Abstract

Cardiovascular parameters are most often assessed at rest, and in many cases in the supine position. This generally facilitates measurement procedures and obviates the need to account for external and usually complex confounding factors, other than those related to the inherent physiology being investigated. Although the supine resting position may be relevant for some part of circadian living, a large part of human activity is characterized by locomotion and the upright posture. Physiological adaptations to locomotion are studied under controlled conditions and at varying degrees of exercise. However, although primary measures of basic physiological quantities (e.g. stroke volume) can be obtained with some level of confidence at rest in supine position, it becomes extremely difficult to measure them during exercise, and so they are generally derived from other measurable quantities, with the associated errors.

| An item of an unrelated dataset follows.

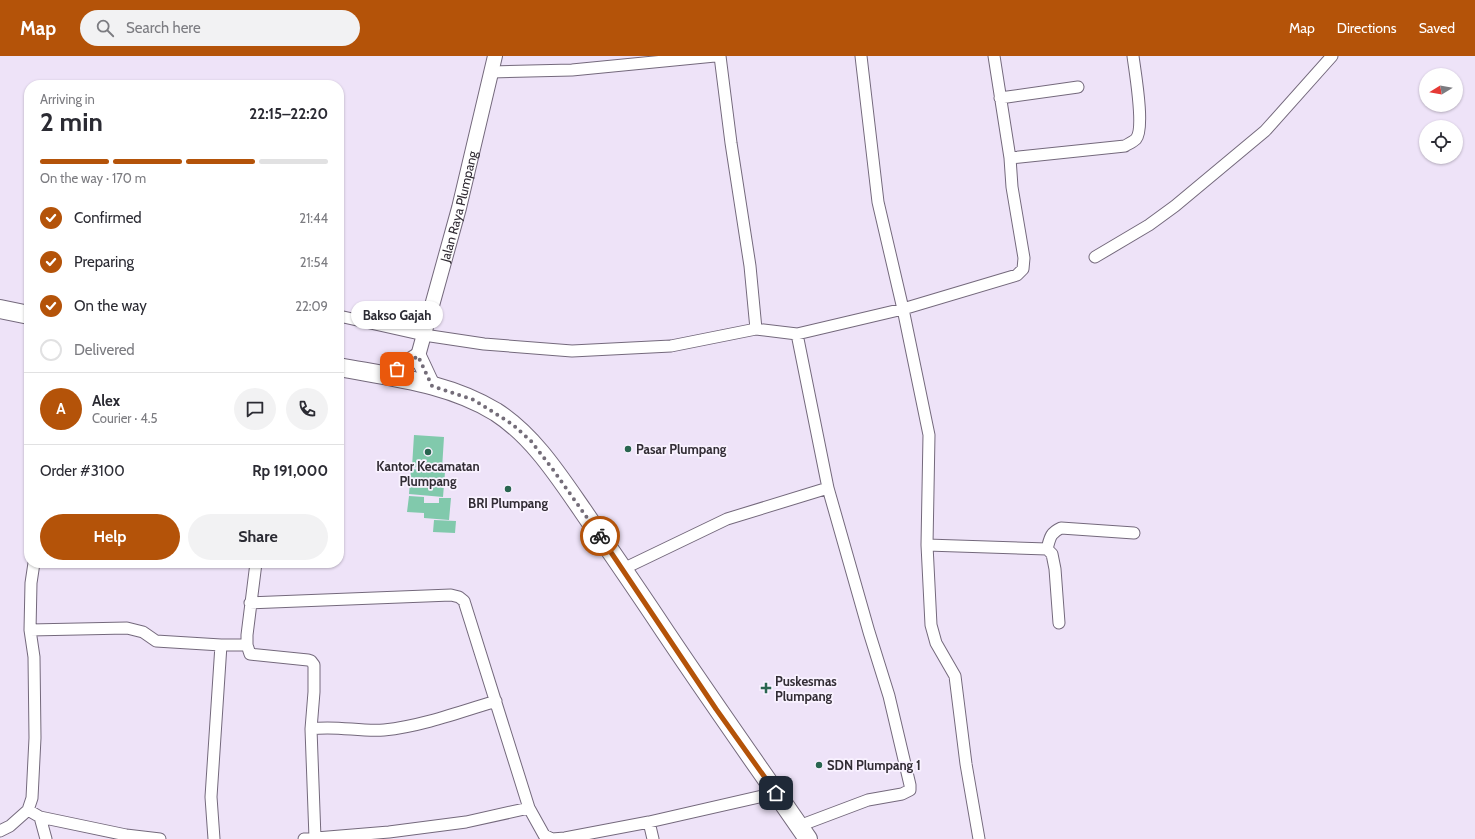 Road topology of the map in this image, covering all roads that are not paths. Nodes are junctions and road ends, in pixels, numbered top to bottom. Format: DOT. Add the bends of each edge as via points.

Notwithstanding this, the large body of work done so far on the physiological response to exercise has been extremely beneficial in elucidating both underlying and adaptive mechanisms for the function of the circulatory system. On the other hand, assessment of the changes occurring in cardiovascular variables when shifting from supine to standing is the procedure most commonly adopted to explore the response of cardiovascular control mechanisms to gravitational challenges, both when investigating physiological adaptations to the upright posture in healthy individuals and when assessing alterations in cardiovascular regulation in patients with a variety of diseases.